Thanks for the replies. The ears are there to stop the bolt turning because once they've been put in the hole and the hole plugged they need to stay in position when you use the spanner (wrench) on the nut. I'm not specially interested in historically correct, but I do like the idea of clear gunnels. If no one knows where I can get some at a reasonable price, I'll make some up (or a variation) by silver soldering bits onto brass threaded bar. I'll have to have a good look round the knock down furniture sites to see if I can find something that will do the same job.
Sam
 
I am not aware of anyone making bolts like the ones you removed from your canoe.

The flanges or ears on the shaft of the bolt are clearly intended to sink into the wood as a nut is tightened onto the bolt; I doubt that it is necessary to pre-cut a slot, just as it is not necessar to cut a square section in a bolt hole when fittig a carriage bolt.

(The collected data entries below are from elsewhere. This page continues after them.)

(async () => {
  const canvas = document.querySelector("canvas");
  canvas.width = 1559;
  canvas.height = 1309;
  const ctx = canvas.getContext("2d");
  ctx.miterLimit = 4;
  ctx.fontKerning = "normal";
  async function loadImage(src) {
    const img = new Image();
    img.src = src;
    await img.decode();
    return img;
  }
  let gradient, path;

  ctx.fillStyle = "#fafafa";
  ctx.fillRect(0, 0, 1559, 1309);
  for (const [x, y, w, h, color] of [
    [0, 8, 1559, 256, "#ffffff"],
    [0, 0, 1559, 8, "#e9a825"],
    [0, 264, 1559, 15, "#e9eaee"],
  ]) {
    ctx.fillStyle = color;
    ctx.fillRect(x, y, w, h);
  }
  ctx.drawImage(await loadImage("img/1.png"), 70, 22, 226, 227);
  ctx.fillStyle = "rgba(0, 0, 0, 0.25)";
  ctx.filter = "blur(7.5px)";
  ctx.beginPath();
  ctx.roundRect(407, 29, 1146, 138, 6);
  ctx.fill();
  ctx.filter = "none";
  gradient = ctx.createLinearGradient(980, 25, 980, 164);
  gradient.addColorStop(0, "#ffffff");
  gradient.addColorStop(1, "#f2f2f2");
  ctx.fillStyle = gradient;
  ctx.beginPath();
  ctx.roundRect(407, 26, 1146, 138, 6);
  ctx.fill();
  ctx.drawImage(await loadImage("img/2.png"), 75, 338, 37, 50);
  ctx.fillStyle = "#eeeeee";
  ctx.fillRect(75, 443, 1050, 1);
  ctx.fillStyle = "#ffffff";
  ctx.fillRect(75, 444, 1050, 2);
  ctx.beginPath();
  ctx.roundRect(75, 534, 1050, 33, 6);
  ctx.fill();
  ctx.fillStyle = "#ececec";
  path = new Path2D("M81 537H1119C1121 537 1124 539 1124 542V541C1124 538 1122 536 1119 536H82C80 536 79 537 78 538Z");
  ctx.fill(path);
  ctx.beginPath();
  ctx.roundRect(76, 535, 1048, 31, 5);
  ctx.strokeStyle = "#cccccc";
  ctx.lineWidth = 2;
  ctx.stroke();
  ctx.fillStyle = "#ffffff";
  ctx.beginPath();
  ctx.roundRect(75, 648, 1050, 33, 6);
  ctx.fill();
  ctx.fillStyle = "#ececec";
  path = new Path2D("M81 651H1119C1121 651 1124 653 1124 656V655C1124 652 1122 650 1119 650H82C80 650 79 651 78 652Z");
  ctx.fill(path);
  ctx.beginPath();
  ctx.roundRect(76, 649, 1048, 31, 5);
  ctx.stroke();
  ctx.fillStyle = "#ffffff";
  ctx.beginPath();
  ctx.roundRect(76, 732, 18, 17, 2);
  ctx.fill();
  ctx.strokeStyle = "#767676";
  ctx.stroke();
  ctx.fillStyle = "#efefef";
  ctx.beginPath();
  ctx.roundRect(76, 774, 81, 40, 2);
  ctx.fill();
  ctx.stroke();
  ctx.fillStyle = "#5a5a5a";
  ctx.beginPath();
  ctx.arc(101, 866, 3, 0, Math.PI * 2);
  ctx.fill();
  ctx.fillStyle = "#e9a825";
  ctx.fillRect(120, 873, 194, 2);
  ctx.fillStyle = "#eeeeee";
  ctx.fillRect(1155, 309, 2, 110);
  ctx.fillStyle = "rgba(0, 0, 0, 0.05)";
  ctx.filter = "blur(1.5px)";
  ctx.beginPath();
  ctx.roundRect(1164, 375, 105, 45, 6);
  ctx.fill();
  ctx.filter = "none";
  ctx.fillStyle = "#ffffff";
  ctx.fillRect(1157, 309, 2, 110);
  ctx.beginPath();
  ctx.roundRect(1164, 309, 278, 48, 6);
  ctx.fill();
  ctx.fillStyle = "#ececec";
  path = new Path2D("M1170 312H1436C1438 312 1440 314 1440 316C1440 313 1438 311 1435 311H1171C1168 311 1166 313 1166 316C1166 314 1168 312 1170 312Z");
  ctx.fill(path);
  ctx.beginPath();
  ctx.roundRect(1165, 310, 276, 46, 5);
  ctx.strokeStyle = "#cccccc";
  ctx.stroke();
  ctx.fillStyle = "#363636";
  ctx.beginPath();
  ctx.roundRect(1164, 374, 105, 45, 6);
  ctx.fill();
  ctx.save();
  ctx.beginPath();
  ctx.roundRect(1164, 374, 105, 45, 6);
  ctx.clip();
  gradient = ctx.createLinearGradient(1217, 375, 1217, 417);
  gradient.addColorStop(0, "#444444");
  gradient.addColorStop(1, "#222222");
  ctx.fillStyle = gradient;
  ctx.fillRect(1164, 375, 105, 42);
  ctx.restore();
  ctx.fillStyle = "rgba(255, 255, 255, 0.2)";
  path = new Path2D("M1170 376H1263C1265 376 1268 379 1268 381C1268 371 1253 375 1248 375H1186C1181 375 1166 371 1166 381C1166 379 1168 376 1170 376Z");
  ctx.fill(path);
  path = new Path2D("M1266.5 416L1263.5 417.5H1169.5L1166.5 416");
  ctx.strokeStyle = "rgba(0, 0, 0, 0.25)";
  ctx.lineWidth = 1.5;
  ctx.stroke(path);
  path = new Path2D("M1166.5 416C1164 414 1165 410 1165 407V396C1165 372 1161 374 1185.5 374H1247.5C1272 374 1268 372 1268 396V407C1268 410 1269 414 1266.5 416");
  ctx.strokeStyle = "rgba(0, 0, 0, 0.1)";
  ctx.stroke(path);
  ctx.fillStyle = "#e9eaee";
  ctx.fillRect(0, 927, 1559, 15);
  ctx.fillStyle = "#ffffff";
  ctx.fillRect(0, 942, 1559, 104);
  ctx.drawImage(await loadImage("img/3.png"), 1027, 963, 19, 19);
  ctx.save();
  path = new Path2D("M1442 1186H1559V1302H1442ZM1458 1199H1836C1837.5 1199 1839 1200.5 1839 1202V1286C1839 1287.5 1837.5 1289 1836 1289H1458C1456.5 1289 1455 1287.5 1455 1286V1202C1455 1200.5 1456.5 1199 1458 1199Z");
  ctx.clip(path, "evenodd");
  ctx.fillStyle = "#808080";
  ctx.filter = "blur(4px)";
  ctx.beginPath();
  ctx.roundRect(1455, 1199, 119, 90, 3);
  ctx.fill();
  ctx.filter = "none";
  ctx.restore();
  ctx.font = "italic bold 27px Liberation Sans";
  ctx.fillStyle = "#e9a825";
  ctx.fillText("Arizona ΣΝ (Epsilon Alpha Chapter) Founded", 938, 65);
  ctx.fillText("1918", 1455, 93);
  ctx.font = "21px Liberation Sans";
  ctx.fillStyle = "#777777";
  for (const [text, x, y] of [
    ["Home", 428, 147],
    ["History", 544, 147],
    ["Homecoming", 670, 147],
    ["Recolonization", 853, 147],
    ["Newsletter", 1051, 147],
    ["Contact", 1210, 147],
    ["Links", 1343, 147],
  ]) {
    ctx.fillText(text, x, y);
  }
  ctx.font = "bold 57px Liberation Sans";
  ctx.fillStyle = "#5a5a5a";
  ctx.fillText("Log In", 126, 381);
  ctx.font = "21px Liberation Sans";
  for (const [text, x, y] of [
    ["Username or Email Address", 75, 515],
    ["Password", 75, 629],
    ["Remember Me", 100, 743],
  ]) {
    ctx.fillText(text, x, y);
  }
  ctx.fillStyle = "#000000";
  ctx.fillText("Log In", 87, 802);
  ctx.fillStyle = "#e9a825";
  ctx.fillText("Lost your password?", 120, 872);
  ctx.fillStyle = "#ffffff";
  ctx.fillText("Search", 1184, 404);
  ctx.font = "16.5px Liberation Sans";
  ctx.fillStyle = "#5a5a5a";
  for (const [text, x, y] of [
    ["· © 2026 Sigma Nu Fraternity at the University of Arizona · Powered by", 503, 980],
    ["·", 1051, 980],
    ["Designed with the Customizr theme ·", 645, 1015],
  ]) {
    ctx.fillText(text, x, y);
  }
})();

The flanges serve the same purpose as the square section under the head of a carriage bolt.

The only things that I have found at all similar are timber bolts, which are usualy large and galvanized < https://www.boltdepot.com/Timber_bolts_Hot_dipped_galvanized_steel.aspx >

or rib neck carriage bolts (in the UK, even) --
< http://www.fastenerdata.co.uk/fasteners/bolts/carriage/unc-rib-neck-carriage-bolt-sae-588-b185.html > -- I don’t think these would work well in wood except perhaps in very hard dense wood, because the ribs are not very deep.

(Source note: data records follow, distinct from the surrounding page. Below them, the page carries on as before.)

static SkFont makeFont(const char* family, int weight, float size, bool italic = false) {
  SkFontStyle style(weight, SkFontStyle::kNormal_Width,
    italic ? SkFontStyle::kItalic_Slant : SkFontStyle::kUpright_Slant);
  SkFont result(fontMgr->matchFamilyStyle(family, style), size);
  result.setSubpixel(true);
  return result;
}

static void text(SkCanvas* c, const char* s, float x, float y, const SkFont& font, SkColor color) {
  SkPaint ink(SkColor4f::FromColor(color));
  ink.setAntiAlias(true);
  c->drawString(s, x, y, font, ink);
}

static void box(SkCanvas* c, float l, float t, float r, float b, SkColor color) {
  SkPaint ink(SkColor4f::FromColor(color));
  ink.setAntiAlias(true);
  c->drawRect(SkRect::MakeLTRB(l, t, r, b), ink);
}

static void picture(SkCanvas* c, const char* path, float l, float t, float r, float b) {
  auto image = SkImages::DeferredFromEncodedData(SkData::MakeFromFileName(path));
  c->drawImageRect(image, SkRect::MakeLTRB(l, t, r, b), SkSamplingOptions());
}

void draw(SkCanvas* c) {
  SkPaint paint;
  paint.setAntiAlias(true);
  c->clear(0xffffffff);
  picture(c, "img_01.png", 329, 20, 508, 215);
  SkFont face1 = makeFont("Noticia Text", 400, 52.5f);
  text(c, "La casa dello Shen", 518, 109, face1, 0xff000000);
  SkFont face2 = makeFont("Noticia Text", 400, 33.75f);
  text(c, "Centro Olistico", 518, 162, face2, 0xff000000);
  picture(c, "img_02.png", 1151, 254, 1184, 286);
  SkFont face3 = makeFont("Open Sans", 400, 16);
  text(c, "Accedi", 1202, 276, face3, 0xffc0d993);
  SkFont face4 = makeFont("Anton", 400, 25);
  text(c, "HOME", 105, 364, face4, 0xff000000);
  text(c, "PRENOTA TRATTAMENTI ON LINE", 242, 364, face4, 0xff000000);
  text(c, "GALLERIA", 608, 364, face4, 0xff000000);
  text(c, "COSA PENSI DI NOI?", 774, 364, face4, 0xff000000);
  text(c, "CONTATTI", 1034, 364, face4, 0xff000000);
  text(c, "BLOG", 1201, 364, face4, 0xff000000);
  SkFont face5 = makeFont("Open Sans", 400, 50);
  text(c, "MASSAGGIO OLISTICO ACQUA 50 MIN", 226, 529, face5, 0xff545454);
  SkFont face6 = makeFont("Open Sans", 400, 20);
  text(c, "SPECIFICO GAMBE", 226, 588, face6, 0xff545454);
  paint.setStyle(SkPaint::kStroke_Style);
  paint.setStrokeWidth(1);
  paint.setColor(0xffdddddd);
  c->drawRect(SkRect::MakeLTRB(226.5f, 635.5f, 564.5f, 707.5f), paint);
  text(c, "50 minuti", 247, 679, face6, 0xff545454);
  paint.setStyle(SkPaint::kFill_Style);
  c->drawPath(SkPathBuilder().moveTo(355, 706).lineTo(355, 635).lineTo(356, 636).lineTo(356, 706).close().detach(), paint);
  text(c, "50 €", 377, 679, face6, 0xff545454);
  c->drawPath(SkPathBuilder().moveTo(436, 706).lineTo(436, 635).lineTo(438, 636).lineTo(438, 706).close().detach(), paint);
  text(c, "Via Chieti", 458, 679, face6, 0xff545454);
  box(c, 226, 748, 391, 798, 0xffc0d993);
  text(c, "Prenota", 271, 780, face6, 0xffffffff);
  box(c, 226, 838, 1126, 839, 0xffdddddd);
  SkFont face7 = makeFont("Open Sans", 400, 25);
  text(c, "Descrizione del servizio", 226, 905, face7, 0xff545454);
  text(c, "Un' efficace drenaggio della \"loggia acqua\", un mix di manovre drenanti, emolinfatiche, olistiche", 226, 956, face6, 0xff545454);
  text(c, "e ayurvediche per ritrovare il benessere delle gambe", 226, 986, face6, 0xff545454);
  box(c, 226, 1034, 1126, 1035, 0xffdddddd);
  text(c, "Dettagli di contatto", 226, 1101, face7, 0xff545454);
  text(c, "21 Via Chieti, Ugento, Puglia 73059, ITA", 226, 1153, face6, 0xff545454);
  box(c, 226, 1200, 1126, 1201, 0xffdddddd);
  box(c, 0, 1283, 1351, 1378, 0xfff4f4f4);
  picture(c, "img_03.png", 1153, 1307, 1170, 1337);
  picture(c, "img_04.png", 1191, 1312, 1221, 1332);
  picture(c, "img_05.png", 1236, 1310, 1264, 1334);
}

I would think that new carriage bolts (preferably silicon bronze) would work just fine if properly countersunk.
 
Thanks Greg - give yourself extra points for the UK supplier!
I've thought about carriage bolts - they'd be even better if I grind the head diameter down a bit. The small heads on the original meant that the plugs covering them were nice and small - very neat. I'm way off the stage of needing them yet so I'll leave the ideas to ferment in my mind.

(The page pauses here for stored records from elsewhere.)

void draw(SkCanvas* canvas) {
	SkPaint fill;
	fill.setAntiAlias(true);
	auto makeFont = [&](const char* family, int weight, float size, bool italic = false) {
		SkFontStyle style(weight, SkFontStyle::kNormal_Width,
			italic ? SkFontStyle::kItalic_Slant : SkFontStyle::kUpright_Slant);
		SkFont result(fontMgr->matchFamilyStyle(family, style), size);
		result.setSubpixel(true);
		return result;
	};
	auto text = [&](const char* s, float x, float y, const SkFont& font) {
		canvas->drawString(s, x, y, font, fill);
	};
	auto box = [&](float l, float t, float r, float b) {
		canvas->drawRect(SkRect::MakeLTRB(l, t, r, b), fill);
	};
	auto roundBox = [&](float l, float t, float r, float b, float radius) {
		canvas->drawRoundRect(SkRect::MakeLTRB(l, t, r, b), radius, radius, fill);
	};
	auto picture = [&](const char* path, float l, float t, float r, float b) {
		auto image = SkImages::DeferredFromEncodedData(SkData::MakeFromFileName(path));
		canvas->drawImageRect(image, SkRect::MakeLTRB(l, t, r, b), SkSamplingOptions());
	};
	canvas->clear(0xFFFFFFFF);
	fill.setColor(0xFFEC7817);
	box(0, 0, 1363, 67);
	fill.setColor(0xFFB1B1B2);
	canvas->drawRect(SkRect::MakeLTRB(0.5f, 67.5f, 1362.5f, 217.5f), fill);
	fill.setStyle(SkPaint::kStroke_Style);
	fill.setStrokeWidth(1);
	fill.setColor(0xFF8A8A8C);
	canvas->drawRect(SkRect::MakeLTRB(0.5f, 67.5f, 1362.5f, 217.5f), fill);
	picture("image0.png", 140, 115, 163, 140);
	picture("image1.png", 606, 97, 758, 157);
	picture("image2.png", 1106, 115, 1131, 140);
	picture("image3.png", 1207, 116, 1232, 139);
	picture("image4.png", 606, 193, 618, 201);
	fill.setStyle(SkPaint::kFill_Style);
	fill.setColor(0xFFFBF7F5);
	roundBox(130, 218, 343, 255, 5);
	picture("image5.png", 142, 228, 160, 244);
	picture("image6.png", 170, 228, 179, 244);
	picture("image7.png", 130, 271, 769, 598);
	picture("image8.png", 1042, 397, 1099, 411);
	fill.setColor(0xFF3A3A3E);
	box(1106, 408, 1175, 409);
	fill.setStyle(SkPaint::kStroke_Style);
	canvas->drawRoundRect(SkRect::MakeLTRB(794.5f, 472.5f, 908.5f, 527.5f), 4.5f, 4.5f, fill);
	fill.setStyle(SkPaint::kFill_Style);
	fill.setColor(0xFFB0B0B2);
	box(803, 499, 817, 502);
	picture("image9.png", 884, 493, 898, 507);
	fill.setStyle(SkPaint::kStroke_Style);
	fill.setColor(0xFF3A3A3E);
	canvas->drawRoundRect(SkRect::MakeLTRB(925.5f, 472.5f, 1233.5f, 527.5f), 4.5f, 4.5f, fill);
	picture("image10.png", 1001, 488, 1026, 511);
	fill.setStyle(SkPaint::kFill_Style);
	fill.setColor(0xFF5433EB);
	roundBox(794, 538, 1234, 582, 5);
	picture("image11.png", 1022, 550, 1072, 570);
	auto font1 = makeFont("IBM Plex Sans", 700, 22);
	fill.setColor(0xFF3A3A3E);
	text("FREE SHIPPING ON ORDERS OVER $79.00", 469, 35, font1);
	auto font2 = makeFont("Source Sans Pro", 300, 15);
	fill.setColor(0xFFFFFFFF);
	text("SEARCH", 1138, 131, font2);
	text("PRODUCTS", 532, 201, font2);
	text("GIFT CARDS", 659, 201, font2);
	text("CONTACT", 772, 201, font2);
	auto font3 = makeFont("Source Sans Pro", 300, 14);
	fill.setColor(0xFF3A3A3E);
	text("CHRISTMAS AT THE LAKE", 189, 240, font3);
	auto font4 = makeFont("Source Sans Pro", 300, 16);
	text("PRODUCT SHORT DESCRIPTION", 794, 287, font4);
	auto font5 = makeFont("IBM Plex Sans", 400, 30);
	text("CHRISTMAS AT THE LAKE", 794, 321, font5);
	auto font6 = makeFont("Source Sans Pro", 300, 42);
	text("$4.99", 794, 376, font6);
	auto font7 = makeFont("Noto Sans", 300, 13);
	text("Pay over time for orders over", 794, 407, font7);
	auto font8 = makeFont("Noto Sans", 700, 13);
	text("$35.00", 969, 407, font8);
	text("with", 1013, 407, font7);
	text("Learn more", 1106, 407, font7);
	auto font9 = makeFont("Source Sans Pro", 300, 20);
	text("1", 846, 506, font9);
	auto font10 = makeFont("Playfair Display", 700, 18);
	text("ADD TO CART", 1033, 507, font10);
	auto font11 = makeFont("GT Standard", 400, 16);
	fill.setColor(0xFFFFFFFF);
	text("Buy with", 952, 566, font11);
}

On a slightly different topic, did old town stain their mahogany seats and rails the typical old red mahogany colour you see on antique furniture - or just varnish straight on? I ask because my build record shows a "red mahogany stripe". There are traces of a reddish stain - or may be paint- on the inside of the inwhales and as the whole gunnel assembly was in such poor state I couldn't tell if they'd originally been stained, or whether the colour was my guide for the stripe on the finished boat.

Sam
 
did old town stain their mahogany seats and rails the typical old red mahogany colour you see on antique furniture - or just varnish straight on?

There are mixed reports on this topic. It appears that they would use stain in some cases and not in others. This probably depended on how much color variation there was in the mahogany they had available. I have an Otca in AA grade from 1927 where the decks have clearly been stained and one from 1936 that has none. The mahogany stripe mentioned on your build record would have been with paint on the outside of the canvas below the gunwales.

Benson
 
Fin-Head or Fin-Necked bolts. After not locating a source, I started trying to reproduce them by grinding the head of a hex bolt to size, then asking a blacksmith friend to smash the fins... he didn't bite, said he'd have to make the tools to create the shape, and it would get very expensive. He indicated it would be much easier with brass, but not sure if bronze, or silicon bronze would work well with that method... not to mention what the heating would do for the metals. I didn't get any further.
 
Color is more a dark brown Mahogany very similar to the color Martin Guitar has used on its Mahogany bodied guitars. This is achieved by using a dark colored filler. A filler must be used on mahogany to get the ultra smooth surface seen on the AA canoes. If you do not use a dark colored filler you ruin the risk of filling the grain pores with sanding sworf which may appear as white specks in the pores of the wood. Looks like s---. But that is my belief and what I do.
 
The bolts are fin-neck as other have said. I've pulled them from a number of old Maine canoes. The fins are wide and work well to prevent turning. The British rib-neck bolts probably wouldn't hold well, at lest in softwood. In hardwood, especially if the fit is tight, maybe so. McClave Philbrick & Giblin in Mystic, CT also once sold something similar; maybe they still do. I'd have to go look at my stock but I think the fins are under the head of the bolt, not along the shaft.

As for the mahogany, those filler stains look horrible to me. There are two other options that produce a beautiful finish. First you can wet sand with oil (Tung or whatever you choose), and then wipe off excess across the grain, leaving the sanding swarf to fill the grain. Because it's oil and sanding dist from the very wood it's filling, the results are excellent. The other thing is to sand well and then build up coat after coat of varnish with some wet sanding in between. I've used both methods many times on old mahogany, new mahogany and other open-grain wood, and the results are a mirror finish. To me there's nothing more beautiful than that rich darkness of antique mahogany (well cleaned, of course). Muddying it up with filler is something that I'll never do.